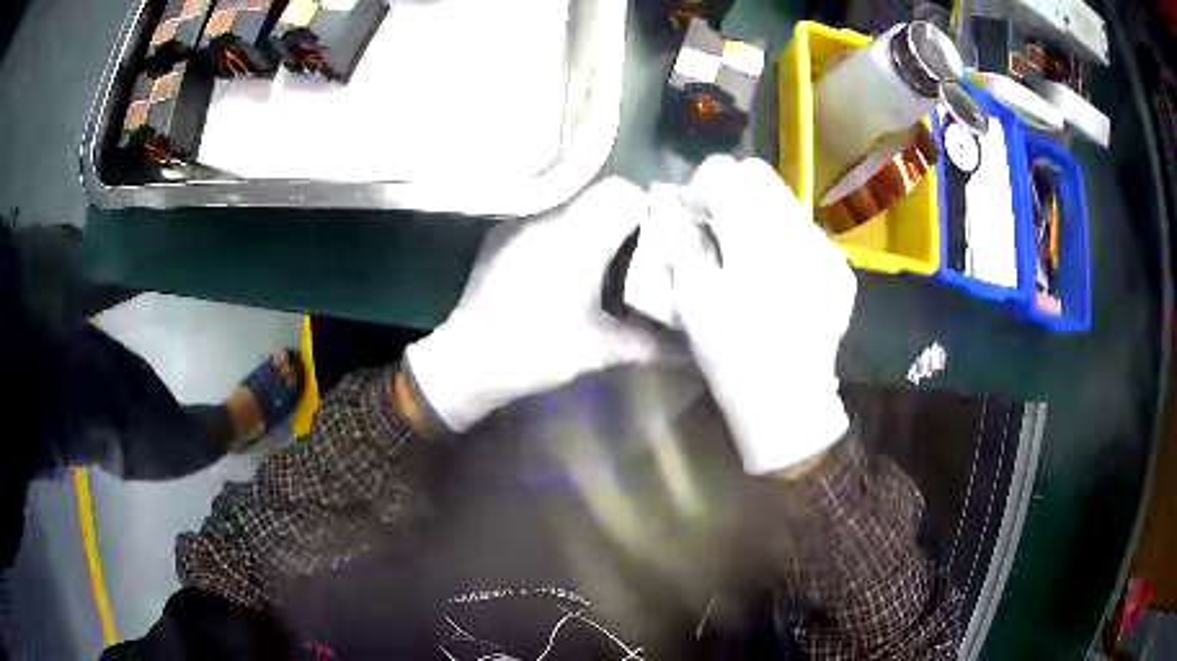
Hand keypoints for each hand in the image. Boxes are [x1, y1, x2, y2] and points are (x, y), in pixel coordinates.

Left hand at [405, 178, 664, 432]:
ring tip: (606, 260)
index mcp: (575, 236)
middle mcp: (547, 215)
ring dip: (597, 222)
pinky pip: (548, 215)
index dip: (651, 212)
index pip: (625, 194)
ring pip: (575, 201)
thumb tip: (693, 348)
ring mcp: (521, 220)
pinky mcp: (503, 231)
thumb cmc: (535, 352)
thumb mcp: (600, 350)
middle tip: (639, 253)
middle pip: (602, 193)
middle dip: (628, 218)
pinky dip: (569, 229)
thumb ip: (653, 343)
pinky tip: (568, 264)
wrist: (467, 360)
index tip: (660, 241)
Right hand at [667, 156, 856, 474]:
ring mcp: (826, 249)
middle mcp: (797, 229)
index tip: (694, 218)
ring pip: (785, 200)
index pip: (724, 171)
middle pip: (759, 175)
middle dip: (731, 191)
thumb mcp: (692, 297)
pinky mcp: (839, 269)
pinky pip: (807, 232)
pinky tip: (778, 277)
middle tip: (718, 229)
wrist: (788, 401)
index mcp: (755, 234)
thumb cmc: (732, 353)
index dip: (700, 187)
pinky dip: (785, 239)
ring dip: (759, 213)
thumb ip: (679, 240)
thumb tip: (669, 203)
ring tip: (748, 255)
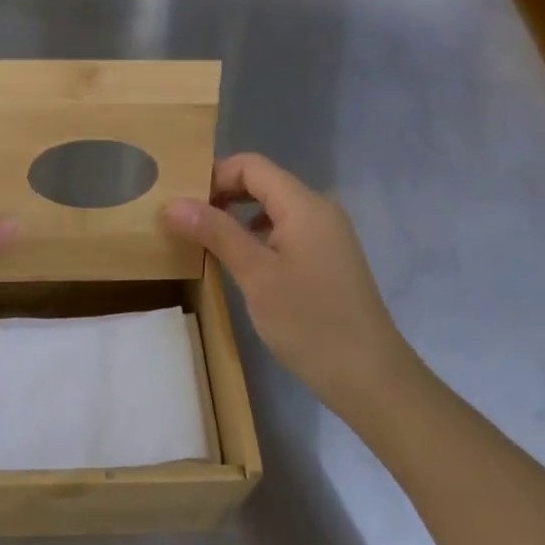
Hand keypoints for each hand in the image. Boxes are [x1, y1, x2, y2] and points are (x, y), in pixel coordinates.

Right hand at [164, 153, 413, 420]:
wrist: (371, 379)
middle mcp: (319, 210)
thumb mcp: (255, 275)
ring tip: (208, 240)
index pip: (251, 165)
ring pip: (274, 207)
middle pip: (263, 182)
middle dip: (223, 194)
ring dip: (238, 215)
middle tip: (188, 221)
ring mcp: (328, 235)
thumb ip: (216, 232)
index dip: (214, 175)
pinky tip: (243, 262)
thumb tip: (173, 203)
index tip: (183, 203)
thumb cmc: (309, 322)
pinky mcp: (329, 259)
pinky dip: (258, 234)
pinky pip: (287, 229)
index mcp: (304, 205)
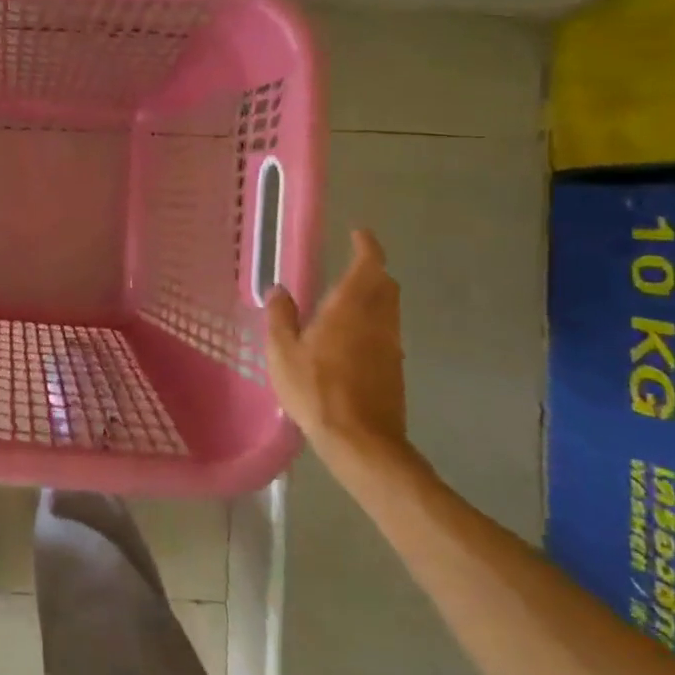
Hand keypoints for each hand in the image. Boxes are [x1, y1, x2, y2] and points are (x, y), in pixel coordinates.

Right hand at [265, 228, 408, 469]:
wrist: (361, 441)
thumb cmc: (316, 390)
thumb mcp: (283, 353)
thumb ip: (281, 317)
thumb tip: (280, 290)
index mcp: (349, 308)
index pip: (368, 265)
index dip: (367, 246)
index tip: (359, 234)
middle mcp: (377, 320)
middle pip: (385, 284)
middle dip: (373, 268)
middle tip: (354, 262)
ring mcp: (390, 345)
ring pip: (389, 308)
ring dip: (376, 294)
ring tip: (350, 297)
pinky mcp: (395, 368)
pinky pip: (387, 330)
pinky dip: (375, 320)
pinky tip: (354, 335)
------------------------
» **What to work on**
All records, pictures excluded: copy them exactly.

» **Solution to this problem**
Hand keypoints for each hand in the image. Boxes are [x1, y1, x2, y2] and points are (x, y), in pixel coordinates.

Left hand at [405, 178, 664, 432]:
ring tip: (606, 260)
index mcp: (575, 236)
middle mcp: (547, 215)
ring dip: (597, 222)
pinky pip: (548, 215)
index dip: (651, 212)
index pip: (625, 194)
ring pip: (575, 201)
thumb tip: (693, 348)
ring mcp: (521, 220)
pinky mcp: (503, 231)
thumb cmc: (535, 352)
thumb mcp: (600, 350)
middle tip: (639, 253)
middle pip: (602, 193)
middle dip: (628, 218)
pinky dip: (569, 229)
thumb ip: (653, 343)
pinky tip: (568, 264)
wrist: (467, 360)
index tip: (660, 241)
Right hand at [667, 156, 856, 474]:
ring mcp: (826, 249)
middle mcp: (797, 229)
index tip: (694, 218)
ring pip: (785, 200)
index pip: (724, 171)
middle pip: (759, 175)
middle dip: (731, 191)
thumb mcp: (692, 297)
pinky mcp: (839, 269)
pinky pip: (807, 232)
pinky tip: (778, 277)
middle tip: (718, 229)
wrist: (788, 401)
index mcp: (755, 234)
thumb cmc: (732, 353)
index dip: (700, 187)
pinky dip: (785, 239)
ring dip: (759, 213)
thumb ip: (679, 240)
thumb tip: (669, 203)
ring tip: (748, 255)
Hand keypoints for each hand in the image. Boxes are [x1, y1, x2, y2] and points are (x, y), in pixel coordinates.

Right hand at [164, 153, 413, 420]:
wrist: (371, 379)
middle mcp: (319, 210)
thumb mcp: (255, 275)
ring tip: (208, 240)
index pip: (251, 165)
ring pip: (274, 207)
middle pip: (263, 182)
middle dip: (223, 194)
ring dip: (238, 215)
middle tip: (188, 221)
ring mcp: (328, 235)
thumb ip: (216, 232)
index dip: (214, 175)
pinky tip: (243, 262)
thumb tip: (173, 203)
index tip: (183, 203)
thumb cmc: (309, 322)
pinky mcp: (329, 259)
pinky dip: (258, 234)
pinky pip: (287, 229)
index mcp: (304, 205)
Hand keypoints for each hand in the image. Boxes are [x1, y1, x2, y2] and points are (x, y), in pixel coordinates.

Right hand at [265, 228, 408, 469]:
wrist: (361, 441)
thumb cmc: (316, 390)
thumb mcp: (283, 353)
thumb ip: (281, 317)
thumb tip: (280, 290)
index mcp: (349, 308)
index pip: (368, 265)
index dip: (367, 246)
index tip: (359, 234)
middle mcp: (377, 320)
middle pip: (385, 284)
middle dip: (373, 268)
middle tip: (354, 262)
ring mcp: (390, 345)
ring pip: (389, 308)
ring dip: (376, 294)
ring tip: (350, 297)
pinky mcp: (395, 368)
pinky pip: (387, 330)
pinky dip: (375, 320)
pinky tip: (354, 335)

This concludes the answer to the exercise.